-1

I'm following this tutorial from the website: https://towardsdatascience.com/creating-the-twitter-sentiment-analysis-program-in-python-with-naive-bayes-classification-672e5589a7ed Everything is good so far but I keep getting an error when trying to run this code.

def buildTrainingSet(corpusFile, tweetDataFile):
import csv
import time

corpus = []

with open(corpusFile,'rb') as csvfile:
    lineReader = csv.reader(csvfile,delimiter=',', quotechar="\"")
    for row in lineReader:
        corpus.append({"tweet_id":row[2], "label":row[1], "topic":row[0]})

rate_limit = 180
sleep_time = 900/180

trainingDataSet = []

for tweet in corpus:
    try:
        status = twitter_api.GetStatus(tweet["tweet_id"])
        print("Tweet fetched" + status.text)
        tweet["text"] = status.text
        trainingDataSet.append(tweet)
        time.sleep(sleep_time) 
    except: 
        continue
# now we write them to the empty CSV file
with open(tweetDataFile,'wb') as csvfile:
    linewriter = csv.writer(csvfile,delimiter=',',quotechar="\"")
    for tweet in trainingDataSet:
        try:
            linewriter.writerow([tweet["tweet_id"], tweet["text"], tweet["label"], tweet["topic"]])
        except Exception as e:
            print(e)
return trainingDataSet
 #================
corpusFile = "C:\Users\Vilma\Documents\CIS450\group prjt/corpus.csv"
tweetDataFile = "C:\Users\Vilma\Documents\CIS450\group prjt/tweetDataFile.csv"

trainingData = buildTrainingSet (corpusFile, tweetDataFile)

I keep getting this error:

 File "<ipython-input-33-54fea359e8f9>", line 1
    corpusFile = "C:\Users\Vilma\Documents\CIS450\group prjt/corpus.csv"
                ^
SyntaxError: (unicode error) 'unicodeescape' codec can't decode bytes in position 2-3: truncated \UXXXXXXXX escape

I even tried putting r' in front of C:\Users\Vilma\Documents\CIS450\group prjt/corpus.csvbut I still keeping getting error.

update: Fixed error, I put code as

corpusFile = r'C:\Users\Vilma\Documents\CIS450\group prjt\corpus.csv'
tweetDataFile = r'C:\Users\Vilma\Documents\CIS450\group prjt\tweetDataFile.csv'

However, a new error pops up:

File "<ipython-input-41-f44768dabc6e>", line 7, in buildTrainingSet
    with open(corpusFile,'rb') as csvfile:

FileNotFoundError: [Errno 2] No such file or directory: 'C:\\Users\\Vilma\\Documents\\CIS450\\group prjt\\corpus.csv'
Kitana96
  • 1
  • 2
  • Maybe this post will help: https://stackoverflow.com/questions/1347791/unicode-error-unicodeescape-codec-cant-decode-bytes-cannot-open-text-file.
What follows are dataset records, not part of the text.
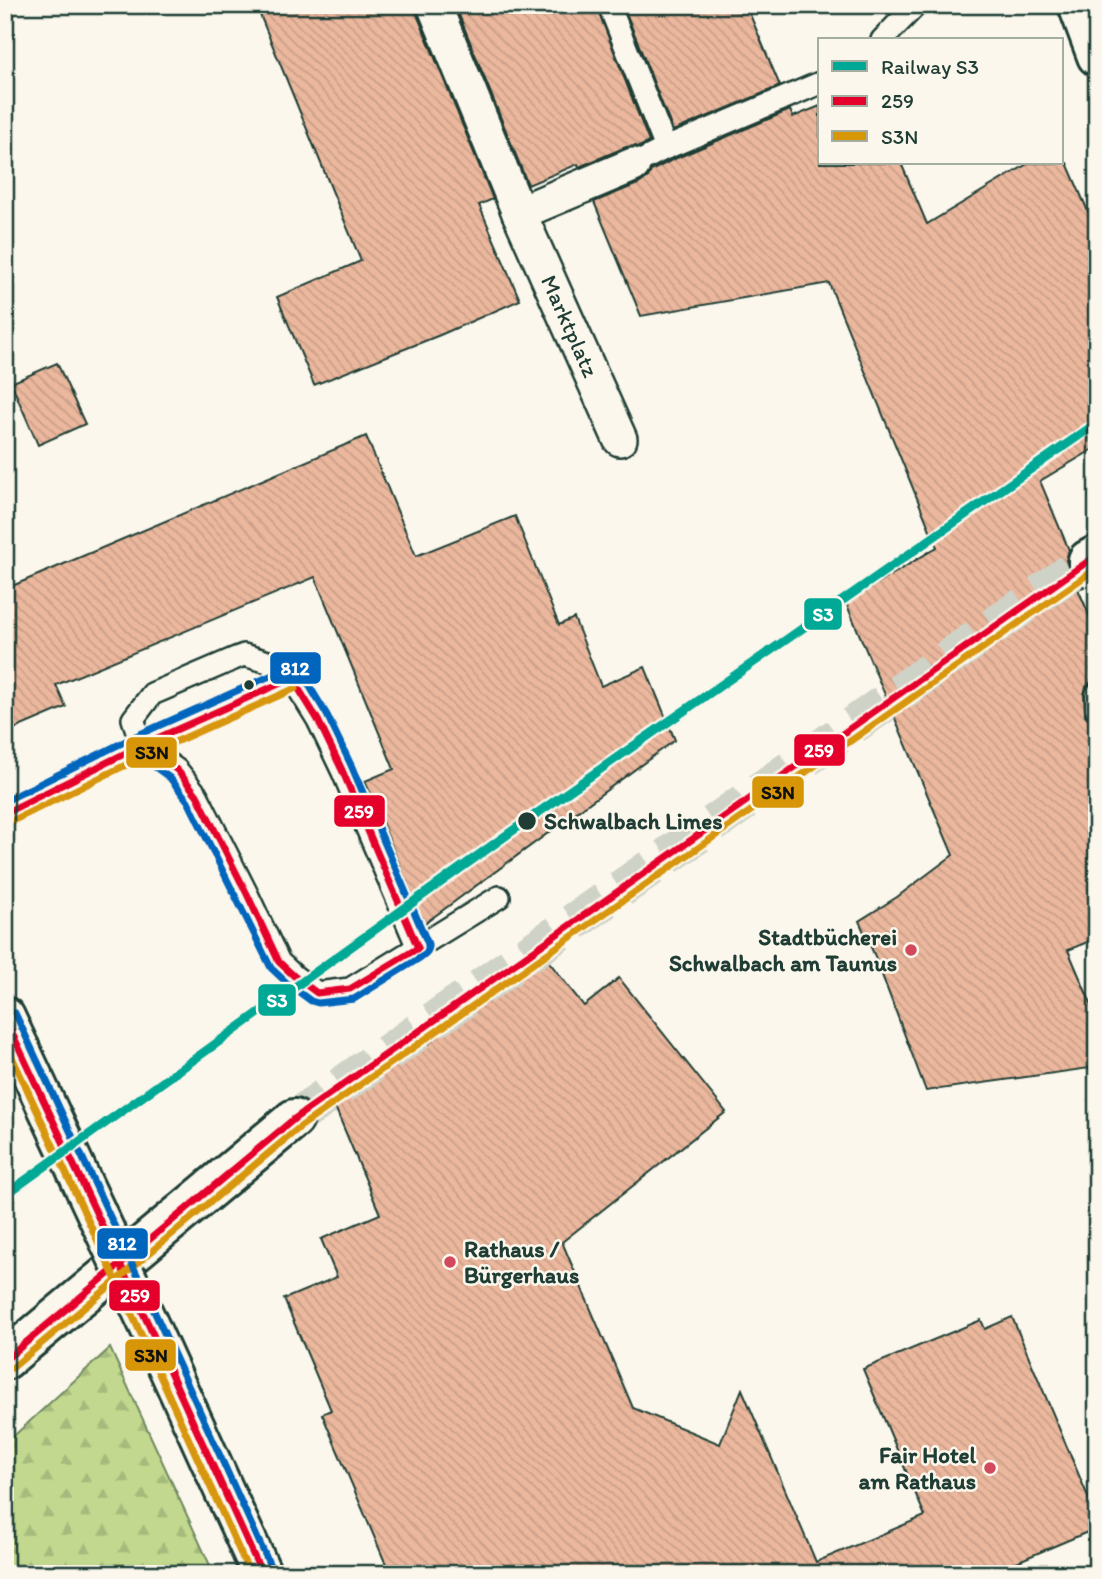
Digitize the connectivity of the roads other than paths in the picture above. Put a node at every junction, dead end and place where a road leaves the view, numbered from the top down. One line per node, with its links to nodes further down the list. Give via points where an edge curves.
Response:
1 (434, 5): 10 (street, Marktplatz)
2 (609, 5): 8 (lane)
3 (916, 5): 5 (lane)
4 (1078, 5): 6 (street)
5 (884, 38)
6 (1097, 56)
7 (818, 84): 8 (lane)
8 (666, 148): 9 (lane)
9 (633, 165): 10 (street)
10 (519, 213): 11 (street, Marktplatz)
11 (620, 439)
12 (292, 678): 15 (lane); 15 (lane, via 275,664 244,655 152,694 134,719); 18 (lane, via 342,770)
13 (1097, 694): 14 (lane)
14 (1097, 709)
15 (142, 745): 16 (lane); 18 (lane, via 177,770 197,795 279,962 317,993 350,989)
16 (5, 813)
17 (499, 897): 18 (lane)
18 (418, 948)
19 (12, 1032): 22 (street, bridge)
20 (294, 1119): 21 (street)
21 (5, 1360)
22 (262, 1574)

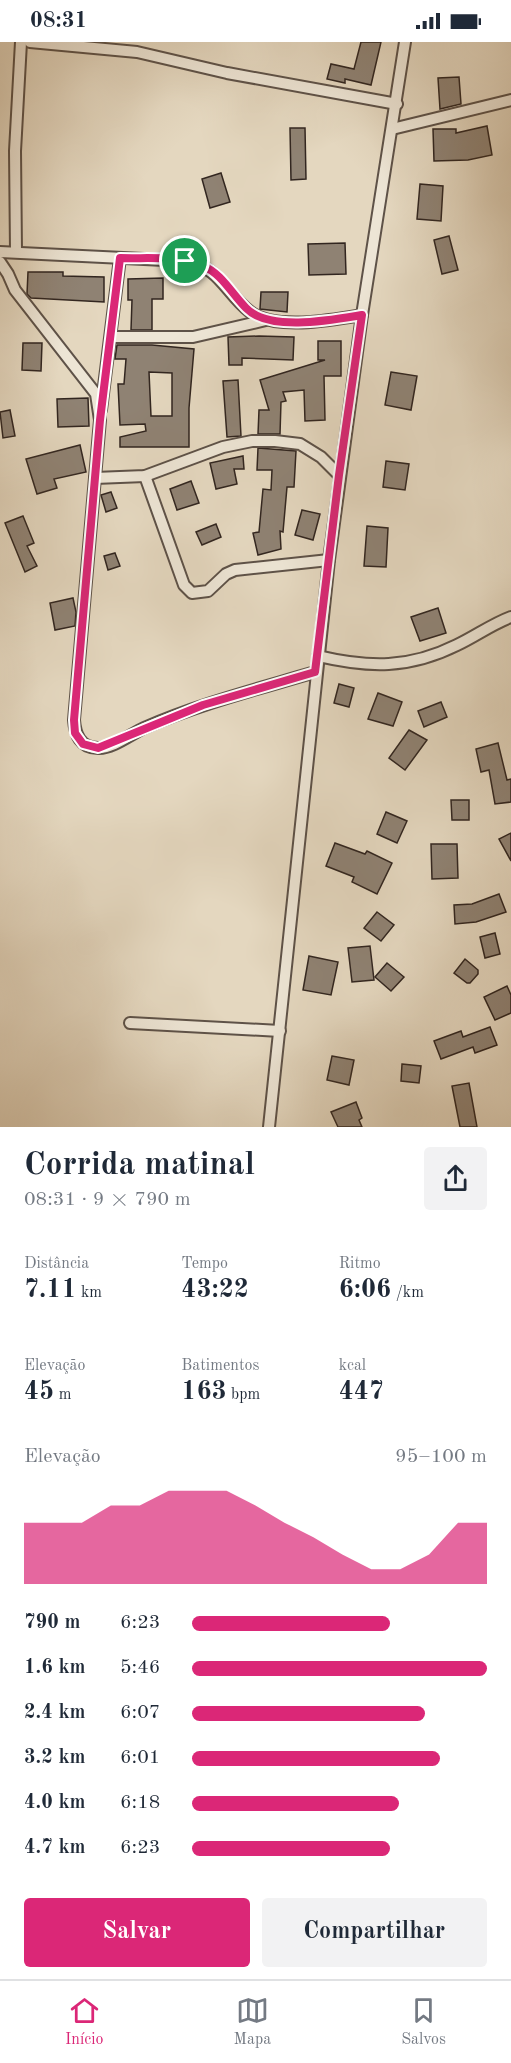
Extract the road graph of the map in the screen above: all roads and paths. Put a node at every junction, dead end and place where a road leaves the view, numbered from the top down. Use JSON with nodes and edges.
{"nodes":[{"id":1,"x":21,"y":42,"type":"edge"},
{"id":2,"x":30,"y":42,"type":"edge"},
{"id":3,"x":405,"y":42,"type":"edge"},
{"id":4,"x":511,"y":100,"type":"edge"},
{"id":5,"x":397,"y":104,"type":"junction"},
{"id":6,"x":392,"y":129,"type":"junction"},
{"id":7,"x":0,"y":252,"type":"edge"},
{"id":8,"x":16,"y":252,"type":"junction"},
{"id":9,"x":120,"y":258,"type":"junction"},
{"id":10,"x":0,"y":262,"type":"edge"},
{"id":11,"x":362,"y":315,"type":"junction"},
{"id":12,"x":266,"y":320,"type":"junction"},
{"id":13,"x":111,"y":338,"type":"junction"},
{"id":14,"x":100,"y":420,"type":"junction"},
{"id":15,"x":339,"y":475,"type":"junction"},
{"id":16,"x":145,"y":476,"type":"junction"},
{"id":17,"x":95,"y":478,"type":"junction"},
{"id":18,"x":329,"y":560,"type":"junction"},
{"id":19,"x":511,"y":617,"type":"edge"},
{"id":20,"x":318,"y":656,"type":"junction"},
{"id":21,"x":315,"y":672,"type":"junction"},
{"id":22,"x":130,"y":1023,"type":"dead end"},
{"id":23,"x":280,"y":1031,"type":"junction"},
{"id":24,"x":269,"y":1127,"type":"edge"}],
"edges":[{"from":1,"to":8,"type":"street"},
{"from":2,"to":5,"type":"street"},
{"from":3,"to":5,"type":"street"},
{"from":4,"to":6,"type":"street"},
{"from":5,"to":6,"type":"street"},
{"from":6,"to":11,"type":"street"},
{"from":7,"to":8,"type":"street"},
{"from":8,"to":9,"type":"street"},
{"from":9,"to":12,"type":"street"},
{"from":9,"to":13,"type":"street"},
{"from":10,"to":14,"type":"street"},
{"from":11,"to":12,"type":"street"},
{"from":11,"to":15,"type":"street"},
{"from":12,"to":13,"type":"street"},
{"from":13,"to":14,"type":"street"},
{"from":14,"to":17,"type":"street"},
{"from":15,"to":16,"type":"street"},
{"from":15,"to":18,"type":"street"},
{"from":16,"to":17,"type":"street"},
{"from":16,"to":18,"type":"street"},
{"from":17,"to":21,"type":"street"},
{"from":18,"to":20,"type":"street"},
{"from":19,"to":20,"type":"street"},
{"from":20,"to":21,"type":"street"},
{"from":21,"to":23,"type":"street"},
{"from":22,"to":23,"type":"street"},
{"from":23,"to":24,"type":"street"}]}
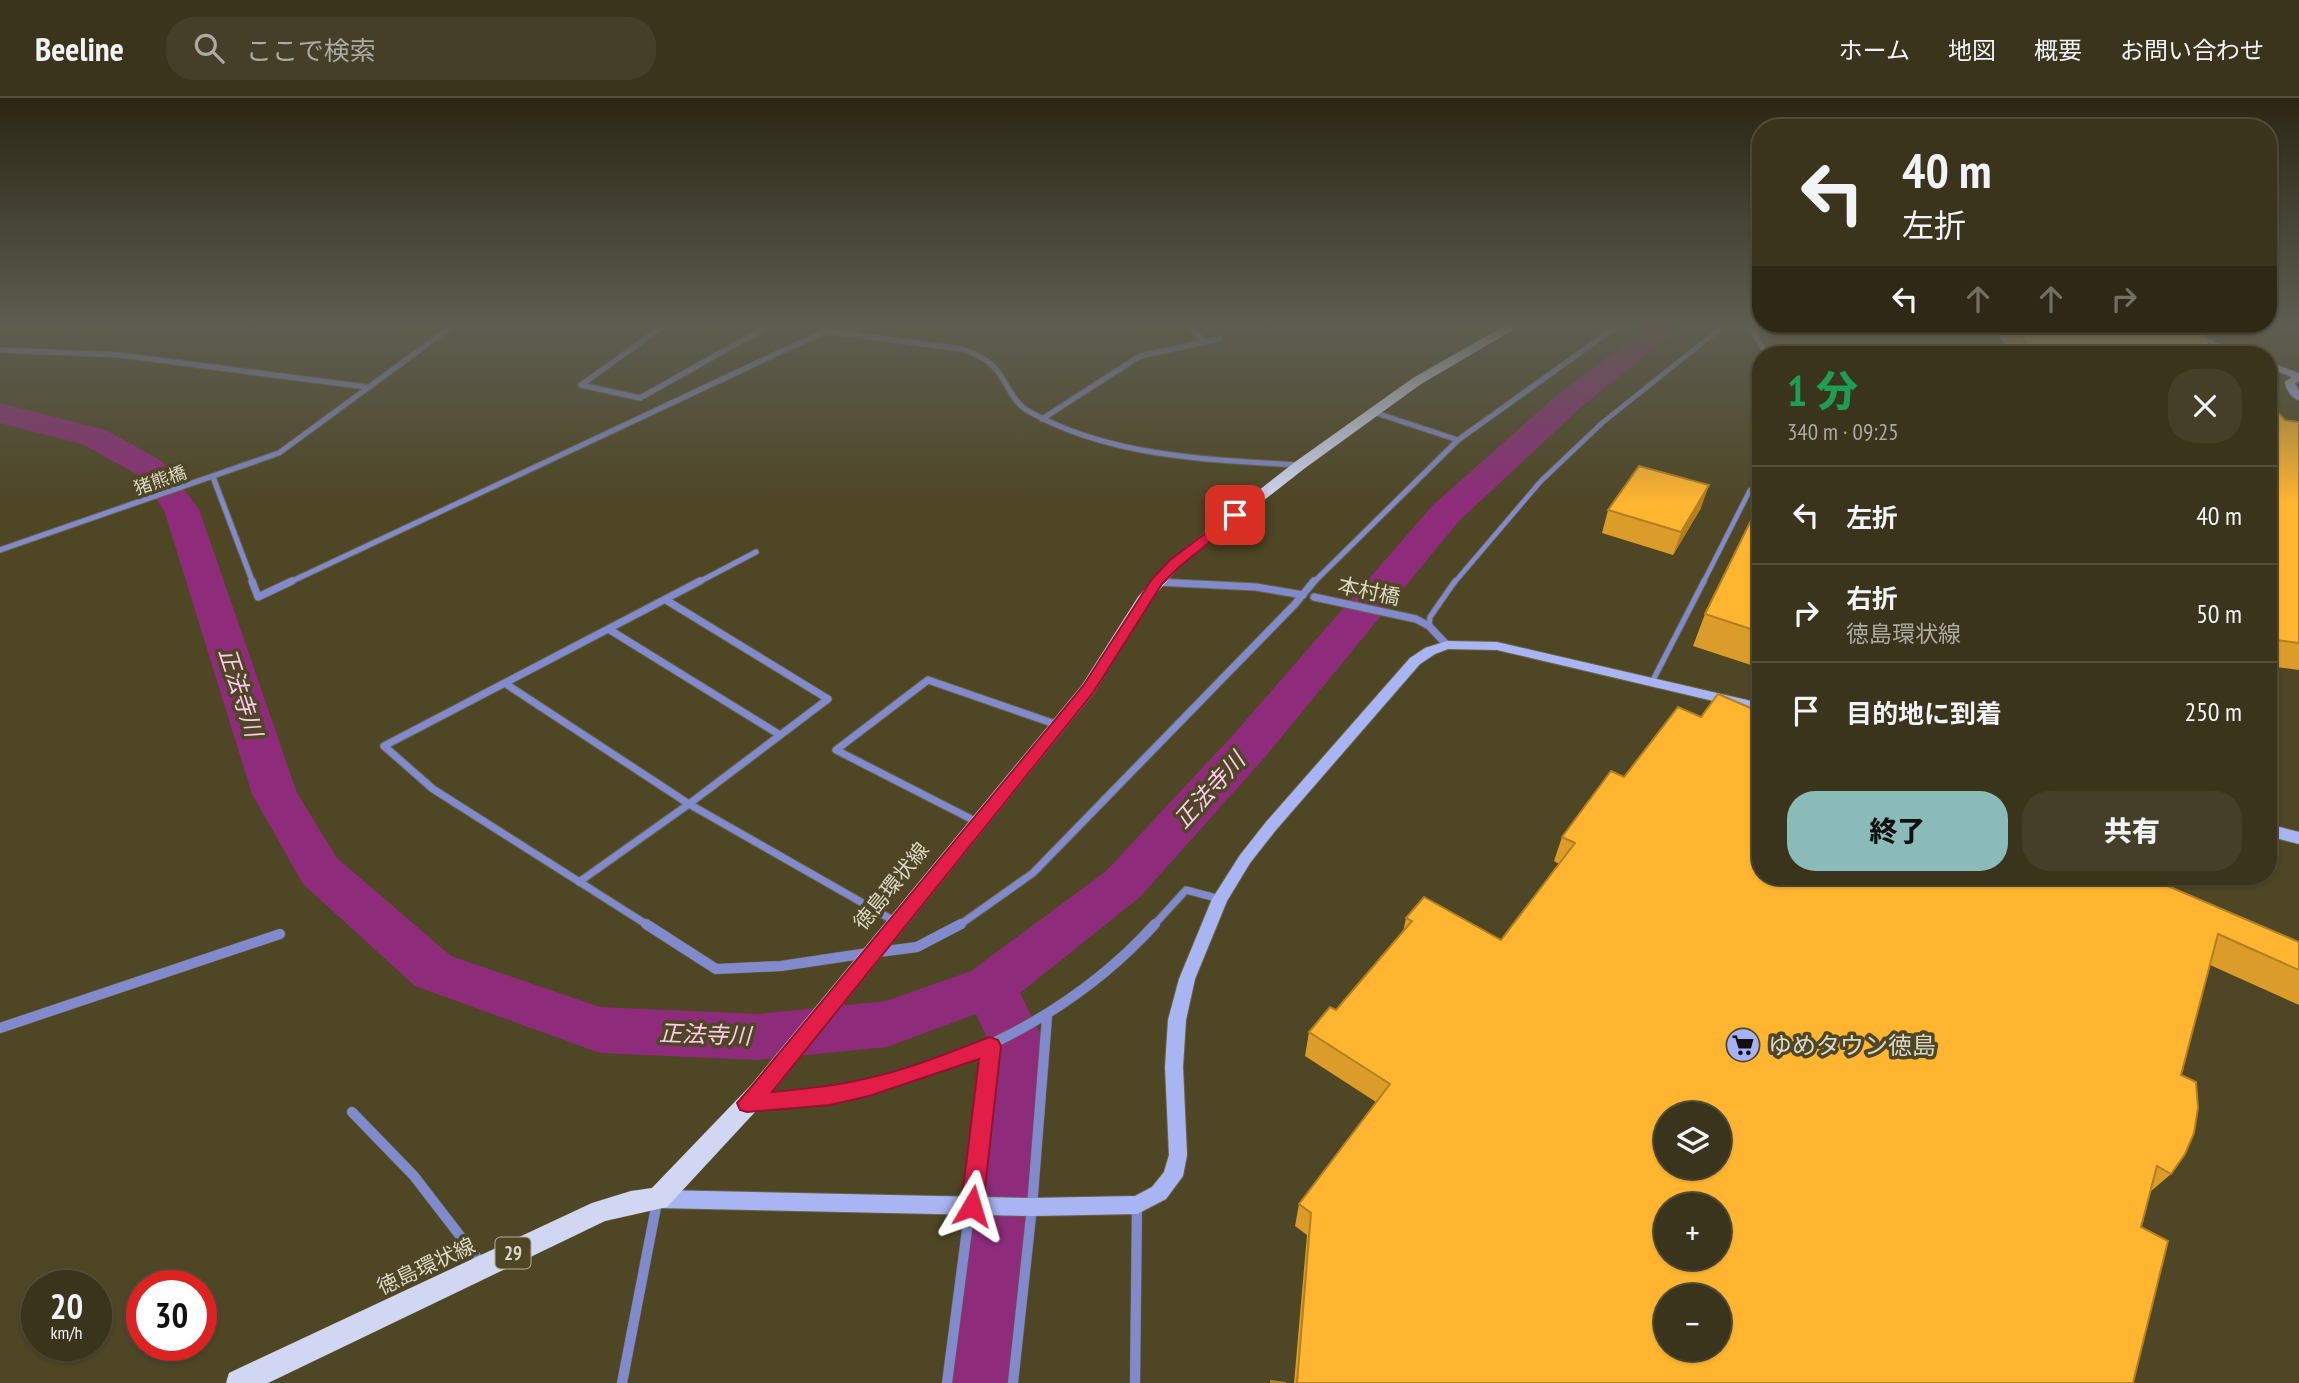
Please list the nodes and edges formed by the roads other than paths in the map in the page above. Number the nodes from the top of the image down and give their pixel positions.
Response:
1 (344, 384) edge
2 (371, 384) edge
3 (582, 384) edge
4 (665, 384) edge
5 (712, 384) edge
6 (1007, 384) edge
7 (1096, 384) edge
8 (1414, 384) edge
9 (1536, 384) edge
10 (1651, 384) edge
11 (367, 387) junction
12 (1373, 412) junction
13 (1042, 419) junction
14 (1458, 440) junction
15 (1300, 465) junction
16 (213, 477) junction
17 (1752, 491) edge
18 (0, 550) edge
19 (756, 552) dead end
20 (1156, 582) junction
21 (1303, 595) junction
22 (1314, 597) dead end
23 (666, 600) junction
24 (1429, 626) junction
25 (610, 630) junction
26 (1447, 645) junction
27 (1652, 682) junction
28 (506, 684) junction
29 (1752, 707) edge
30 (1058, 725) junction
31 (780, 736) junction
32 (689, 804) junction
33 (978, 822) junction
34 (2277, 832) edge
35 (2299, 838) edge
36 (579, 882) junction
37 (1220, 899) junction
38 (896, 922) junction
39 (280, 934) dead end
40 (871, 953) junction
41 (1046, 1017) junction
42 (0, 1028) edge
43 (994, 1044) junction
44 (753, 1098) junction
45 (352, 1112) dead end
46 (658, 1199) junction
47 (1137, 1205) junction
48 (977, 1206) junction
49 (1027, 1207) junction
50 (484, 1267) junction
51 (239, 1383) edge
52 (622, 1383) edge
53 (947, 1383) edge
54 (1013, 1383) edge
55 (1135, 1383) edge

1 - 11 street
2 - 11 street, 猪熊橋
3 - 4 street
5 - 16 street
6 - 13 street
7 - 13 street
8 - 12 main road, 徳島環状線
9 - 14 street
10 - 24 lane
11 - 16 street, 猪熊橋
12 - 14 street
12 - 15 main road, 徳島環状線
13 - 15 street
14 - 21 street
15 - 20 main road, 徳島環状線
16 - 18 street, 猪熊橋
17 - 27 lane
19 - 23 street
20 - 21 street
20 - 30 main road, 徳島環状線
21 - 40 street
22 - 24 street, 本村橋
23 - 25 street
23 - 31 street
24 - 26 street, 本村橋
25 - 28 street
25 - 31 street
26 - 27 street
26 - 37 street
27 - 29 street
28 - 32 street
28 - 36 street
30 - 33 main road, 徳島環状線
30 - 33 street
31 - 32 street
32 - 36 street
32 - 38 street
33 - 38 main road, 徳島環状線
34 - 35 street
36 - 40 street
37 - 41 street
37 - 47 street
38 - 40 main road, 徳島環状線
39 - 42 street
40 - 44 main road, 徳島環状線
41 - 43 street
41 - 49 street
43 - 44 street
43 - 48 street
44 - 46 main road, 徳島環状線
45 - 50 street
46 - 48 street
46 - 50 main road, 徳島環状線 / 29
46 - 52 street
47 - 49 street
47 - 55 street
48 - 49 street
48 - 53 street
49 - 54 street
50 - 51 main road, 徳島環状線 / 29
I understand you've already used the "r" option but this post mentions more than that and it could be worth a peek! – MT_dev Mar 01 '20 at 23:34
  • Duplicate of [["Unicode Error "unicodeescape" codec can't decode bytes... Cannot open text files in Python 3](https://stackoverflow.com/questions/1347791/unicode-error-unicodeescape-codec-cant-decode-bytes-cannot-open-text-file) – Jongware Mar 02 '20 at 00:23

2 Answers2

0

Try correcting your file path.

corpusFile = "C:\Users\Vilma\Documents\CIS450\group prjt/corpus.csv"

    Should be:

    corpusFile = "C:\Users\Vilma\Documents\CIS450\group prjt\corpus.csv"

Hope this helps!

abigya
  • 42
  • 6
  • Hey! Welcome to StackOverFlow :) Would you mind explaining why you switched the type of slash? In general, answers are more helpful if you can explain why you did what you did, and why you think it works! – MT_dev Mar 01 '20 at 23:33
  • I noticed that there was an error in the file path because the the slash before corpus.csv was different than the rest . Normally, file paths do not use two different slashes. – abigya Mar 01 '20 at 23:43
0

You can use:

corpusFile = r"C:\Users\Vilma\Documents\CIS450\group prjt\corpus.csv"

If you are not finding the file, please make sure the file exists in the folder.

haru
  • 11
  • 2